ParadeDB takes on Elasticsearch as interest in Postgres explodes amid AI boom



Open source database management system Postgres is nearly 40 years old, but has recently started seeing explosive demand due to being very well-suited for AI applications. Despite this rise in popularity, search and analytics functionality remain limited. ParadeDB is changing that.

ParadeDB is an open source Postgres extension that facilitates full-text search and analytics directly in Postgres without users needing to transfer data to a separate source. The platform integrates with other data infrastructure tools, including Google Cloud SQL, Azure Postgres, and Amazon RDS, among others.

Philippe Noël, the co-founder and CEO of ParadeDB, told TechCrunch that he and his co-founder, Ming Ying, CTO, got the idea for the company by running into their own Postgres search woes while running their first startup, cloud-hybrid browser Whist.

“Postgres is becoming the default database of the world, and you still can’t do good search over that information, believe it or not,” Noël said. “There’s just a lot of pain points. So we decided to go and start a company to do that after talking to more people and realizing this was a very shared problem.”

ParadeDB isn’t the first company to try to solve Postgres search. Open source Elasticsearch is the most notable legacy player in the space since it was founded in 2012. Noël said that Elasticsearch works by moving data back and forth between itself and Postgres, which can work, but this system isn’t great for heavy workloads or processes that require frequent updating.

“That breaks all the time,” Noël said. “The two databases are not meant to work together. There’s a lot of compatibility issues, there’s a lot of latency issues, higher costs, and all of that deteriorates the user experience.”

ParadeDB claims to eliminate a lot of those challenges by building as an extension on top of Postgres directly, no data transfer required.

The startup was founded in 2023 and released the first open source version of the product later that year. Noël said that the group wanted to focus first on building out the open source product before it thought about sales or marketing.

That was short-lived. In early 2024, Chinese e-commerce giant Alibaba reached out and became ParadeDB’s first customer in May 2024. From there, the company turned toward building out its enterprise version of the software. Now it works with enterprises, including Modern Treasury, Bilt Rewards, and TCDI, among others.

ParadeDB just raised a $12 million Series A round led by Craft Ventures with participation from existing investors, including Y Combinator.

The company will use the funds for hiring. ParadeDB is currently a team of four and is looking to grow to at least 10 employees. Some of the funds will also go to continue to improve the platform’s user interface and analytics capabilities.

Noël said the company wasn’t looking to raise capital, but when Craft reached out to ParadeDB after being recommended to them by Supabase, the Postgres developer platform that has raised nearly $400 million of venture capital, they thought the timing made sense.

“It’s clear people are recognizing that Postgres matters a lot, and they want to get behind it,” he added.

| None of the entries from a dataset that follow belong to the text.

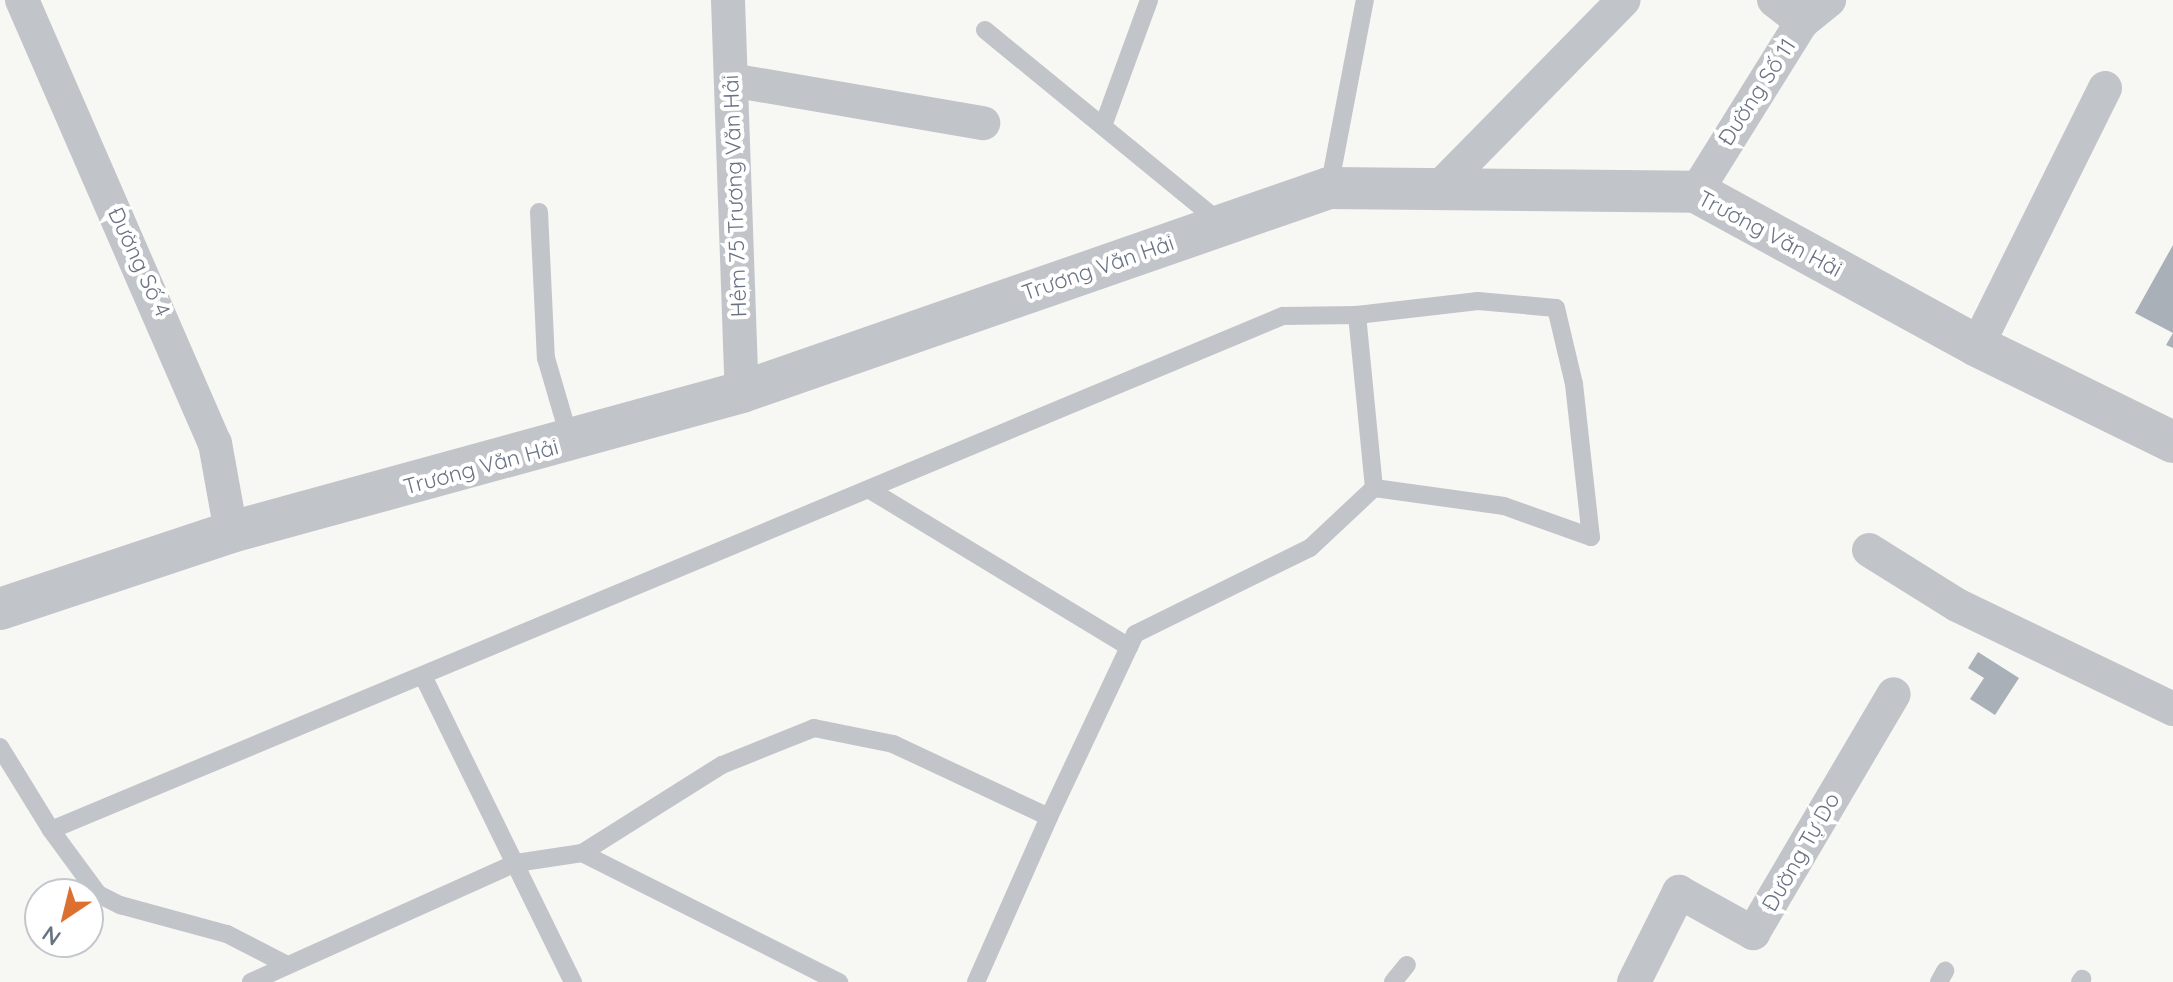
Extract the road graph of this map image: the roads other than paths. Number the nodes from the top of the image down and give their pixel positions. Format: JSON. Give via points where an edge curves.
{"nodes":[{"id":1,"x":22,"y":0,"type":"edge"},
{"id":2,"x":728,"y":0,"type":"edge"},
{"id":3,"x":1149,"y":0,"type":"edge"},
{"id":4,"x":1365,"y":0,"type":"edge"},
{"id":5,"x":1624,"y":0,"type":"edge"},
{"id":6,"x":1774,"y":0,"type":"edge"},
{"id":7,"x":1829,"y":0,"type":"edge"},
{"id":8,"x":1802,"y":22,"type":"junction"},
{"id":9,"x":985,"y":30,"type":"dead end"},
{"id":10,"x":731,"y":80,"type":"junction"},
{"id":11,"x":2105,"y":88,"type":"dead end"},
{"id":12,"x":983,"y":123,"type":"dead end"},
{"id":13,"x":1103,"y":126,"type":"junction"},
{"id":14,"x":1329,"y":188,"type":"junction"},
{"id":15,"x":1435,"y":192,"type":"junction"},
{"id":16,"x":1696,"y":192,"type":"junction"},
{"id":17,"x":539,"y":212,"type":"dead end"},
{"id":18,"x":1223,"y":224,"type":"junction"},
{"id":19,"x":1357,"y":315,"type":"junction"},
{"id":20,"x":1977,"y":346,"type":"junction"},
{"id":21,"x":742,"y":392,"type":"junction"},
{"id":22,"x":2173,"y":442,"type":"edge"},
{"id":23,"x":571,"y":443,"type":"junction"},
{"id":24,"x":1374,"y":488,"type":"junction"},
{"id":25,"x":870,"y":490,"type":"junction"},
{"id":26,"x":231,"y":532,"type":"junction"},
{"id":27,"x":1869,"y":550,"type":"dead end"},
{"id":28,"x":0,"y":609,"type":"edge"},
{"id":29,"x":1129,"y":647,"type":"junction"},
{"id":30,"x":424,"y":678,"type":"junction"},
{"id":31,"x":1894,"y":694,"type":"dead end"},
{"id":32,"x":2173,"y":709,"type":"edge"},
{"id":33,"x":0,"y":747,"type":"edge"},
{"id":34,"x":1049,"y":817,"type":"junction"},
{"id":35,"x":51,"y":830,"type":"junction"},
{"id":36,"x":582,"y":853,"type":"junction"},
{"id":37,"x":516,"y":863,"type":"junction"},
{"id":38,"x":285,"y":964,"type":"junction"},
{"id":39,"x":1407,"y":965,"type":"dead end"},
{"id":40,"x":251,"y":982,"type":"edge"},
{"id":41,"x":573,"y":982,"type":"edge"},
{"id":42,"x":839,"y":982,"type":"edge"},
{"id":43,"x":976,"y":982,"type":"edge"},
{"id":44,"x":1393,"y":982,"type":"edge"},
{"id":45,"x":1634,"y":982,"type":"edge"}],
"edges":[{"from":1,"to":26,"type":"street","name":"Đường Số 4","via":[[215,443]]},
{"from":2,"to":10,"type":"street","name":"Hẻm 75 Trương Văn Hải"},
{"from":3,"to":13,"type":"lane"},
{"from":4,"to":14,"type":"lane"},
{"from":5,"to":15,"type":"street"},
{"from":6,"to":8,"type":"street"},
{"from":7,"to":8,"type":"street","name":"Đường Số 11"},
{"from":8,"to":16,"type":"street","name":"Đường Số 11"},
{"from":9,"to":13,"type":"lane"},
{"from":10,"to":12,"type":"street"},
{"from":10,"to":21,"type":"street","name":"Hẻm 75 Trương Văn Hải"},
{"from":11,"to":20,"type":"street"},
{"from":13,"to":18,"type":"lane"},
{"from":14,"to":15,"type":"street","name":"Trương Văn Hải"},
{"from":14,"to":18,"type":"street","name":"Trương Văn Hải"},
{"from":15,"to":16,"type":"street","name":"Trương Văn Hải"},
{"from":16,"to":20,"type":"street","name":"Trương Văn Hải"},
{"from":17,"to":23,"type":"lane","via":[[546,358]]},
{"from":18,"to":21,"type":"street","name":"Trương Văn Hải"},
{"from":19,"to":24,"type":"lane"},
{"from":19,"to":24,"type":"lane","via":[[1478,301],[1556,308],[1574,384],[1591,537],[1504,506]]},
{"from":19,"to":25,"type":"lane","via":[[1283,316]]},
{"from":20,"to":22,"type":"street","name":"Trương Văn Hải"},
{"from":21,"to":23,"type":"street","name":"Trương Văn Hải"},
{"from":23,"to":26,"type":"street","name":"Trương Văn Hải"},
{"from":24,"to":29,"type":"lane","via":[[1310,548],[1135,634]]},
{"from":25,"to":29,"type":"lane"},
{"from":25,"to":30,"type":"lane"},
{"from":26,"to":28,"type":"street","name":"Trương Văn Hải"},
{"from":27,"to":32,"type":"street","via":[[1957,605]]},
{"from":29,"to":34,"type":"lane"},
{"from":30,"to":35,"type":"lane"},
{"from":30,"to":37,"type":"lane"},
{"from":31,"to":45,"type":"street","name":"Đường Tự Do","via":[[1753,933],[1679,892]]},
{"from":33,"to":35,"type":"lane"},
{"from":34,"to":36,"type":"lane","via":[[893,744],[814,728],[722,765]]},
{"from":34,"to":43,"type":"lane"},
{"from":35,"to":38,"type":"lane","via":[[106,899],[227,934]]},
{"from":36,"to":37,"type":"lane"},
{"from":36,"to":42,"type":"lane"},
{"from":37,"to":38,"type":"lane"},
{"from":37,"to":41,"type":"lane"},
{"from":38,"to":40,"type":"lane"},
{"from":39,"to":44,"type":"lane"}]}
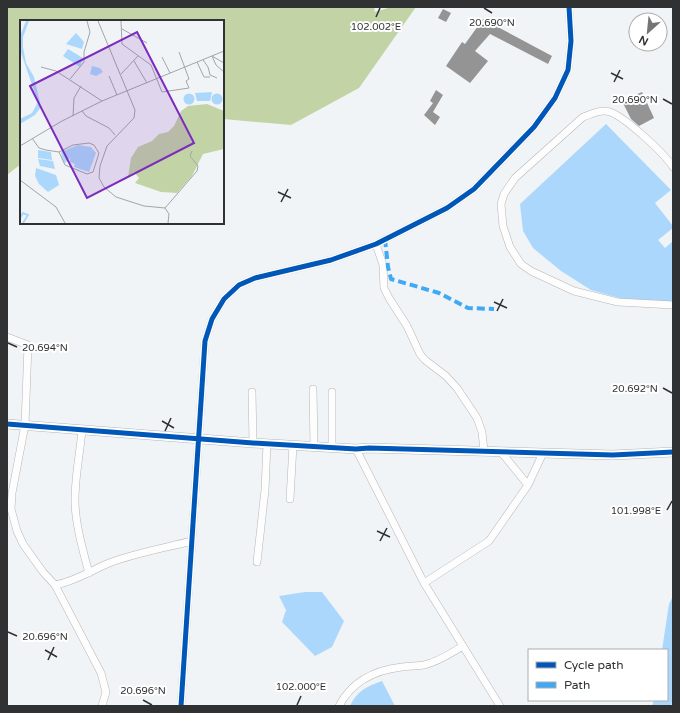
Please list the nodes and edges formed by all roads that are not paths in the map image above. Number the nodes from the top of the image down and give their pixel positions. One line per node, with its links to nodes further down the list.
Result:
1 (569, 7): 3 (street)
2 (673, 167): 4 (street)
3 (376, 244): 12 (street); 19 (street)
4 (673, 305)
5 (7, 337): 10 (street)
6 (314, 389): 16 (street)
7 (252, 392): 13 (street)
8 (332, 392): 17 (street)
9 (7, 424): 10 (street)
10 (25, 425): 11 (street); 29 (street)
11 (82, 430): 12 (street); 27 (street)
12 (198, 439): 13 (street); 25 (street)
13 (253, 443): 14 (street)
14 (267, 444): 15 (street); 26 (street)
15 (293, 445): 16 (street); 24 (street)
16 (314, 446): 17 (street)
17 (332, 448): 18 (street)
18 (356, 449): 19 (street); 28 (street)
19 (484, 451): 20 (street)
20 (501, 452): 22 (street); 23 (street)
21 (673, 452): 22 (street)
22 (543, 453): 23 (street)
23 (528, 484): 28 (street)
24 (290, 499)
25 (192, 541): 27 (street); 32 (street)
26 (257, 562)
27 (89, 573): 29 (street)
28 (424, 583): 30 (street)
29 (55, 585): 31 (street)
30 (463, 646): 33 (street); 34 (street)
31 (102, 706)
32 (181, 706)
33 (339, 706)
34 (500, 706)

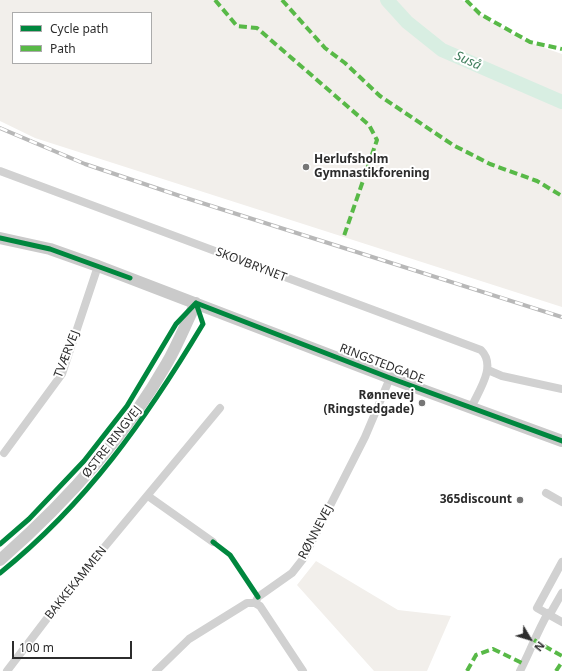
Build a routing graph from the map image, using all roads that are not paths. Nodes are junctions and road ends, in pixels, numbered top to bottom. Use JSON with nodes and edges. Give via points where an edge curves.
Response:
{"nodes":[{"id":1,"x":0,"y":171,"type":"edge"},
{"id":2,"x":0,"y":238,"type":"edge"},
{"id":3,"x":98,"y":266,"type":"junction"},
{"id":4,"x":196,"y":303,"type":"junction"},
{"id":5,"x":488,"y":370,"type":"junction"},
{"id":6,"x":390,"y":378,"type":"junction"},
{"id":7,"x":562,"y":389,"type":"edge"},
{"id":8,"x":220,"y":408,"type":"dead end"},
{"id":9,"x":471,"y":408,"type":"junction"},
{"id":10,"x":562,"y":441,"type":"edge"},
{"id":11,"x":4,"y":453,"type":"dead end"},
{"id":12,"x":546,"y":493,"type":"dead end"},
{"id":13,"x":148,"y":496,"type":"junction"},
{"id":14,"x":562,"y":502,"type":"edge"},
{"id":15,"x":213,"y":542,"type":"dead end"},
{"id":16,"x":0,"y":560,"type":"edge"},
{"id":17,"x":562,"y":562,"type":"edge"},
{"id":18,"x":562,"y":593,"type":"edge"},
{"id":19,"x":255,"y":603,"type":"junction"},
{"id":20,"x":549,"y":614,"type":"junction"},
{"id":21,"x":562,"y":622,"type":"edge"},
{"id":22,"x":7,"y":671,"type":"edge"},
{"id":23,"x":156,"y":671,"type":"edge"},
{"id":24,"x":303,"y":671,"type":"edge"},
{"id":25,"x":520,"y":671,"type":"edge"}],
"edges":[{"from":1,"to":5,"type":"street","name":"SKOVBRYNET","via":[[480,350],[487,358]]},
{"from":2,"to":3,"type":"street","name":"RINGSTEDGADE","via":[[50,249]]},
{"from":3,"to":4,"type":"street","name":"RINGSTEDGADE"},
{"from":3,"to":11,"type":"street","name":"TVÆRVEJ","via":[[62,374]]},
{"from":4,"to":6,"type":"street","name":"RINGSTEDGADE"},
{"from":4,"to":16,"type":"street","name":"ØSTRE RINGVEJ","via":[[168,362],[123,430],[80,483]]},
{"from":5,"to":7,"type":"street","via":[[502,376]]},
{"from":5,"to":9,"type":"street"},
{"from":6,"to":9,"type":"street","name":"RINGSTEDGADE"},
{"from":6,"to":19,"type":"street","name":"RØNNEVEJ","via":[[365,437],[303,559],[292,572],[258,597]]},
{"from":8,"to":13,"type":"street","name":"BAKKEKAMMEN"},
{"from":9,"to":10,"type":"street","name":"RINGSTEDGADE"},
{"from":12,"to":14,"type":"street"},
{"from":13,"to":15,"type":"street"},
{"from":13,"to":22,"type":"street","name":"BAKKEKAMMEN","via":[[68,591]]},
{"from":17,"to":20,"type":"street","via":[[537,608]]},
{"from":18,"to":20,"type":"street"},
{"from":19,"to":23,"type":"street","name":"RØNNEVEJ","via":[[247,603],[188,639]]},
{"from":19,"to":24,"type":"street","via":[[260,606]]},
{"from":20,"to":21,"type":"street"},
{"from":20,"to":25,"type":"street"}]}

Postgres’ popularity is clearly on the rise if recent M&A is any indicator. The recent acquisitions of Crunchy Data by Snowflake and Neon by Databricks were both ploys for the acquirers to gain more Postgres offerings, Devin Pratt, a research director at IDC, told TechCrunch last month.

“It is widely used across the industry, and I would say that was one of the main targets for their acquisitions,” Pratt told TechCrunch at the time. “The different strengths of Neon versus Crunchy [Data] were definitely debated between both companies and what would suit their companies best, but Postgres was their first goal in those acquisitions.”

ParadeDB hopes it can ride this wave of interest.

“We think building on Postgres is actually a meaningful shift, right?” Noël said. “Because that’s where the data is, and you can make a meaningful dent in Elasticsearch’s market share by meeting users where their data is, rather than building something that’s marginally faster or marginally cheaper.”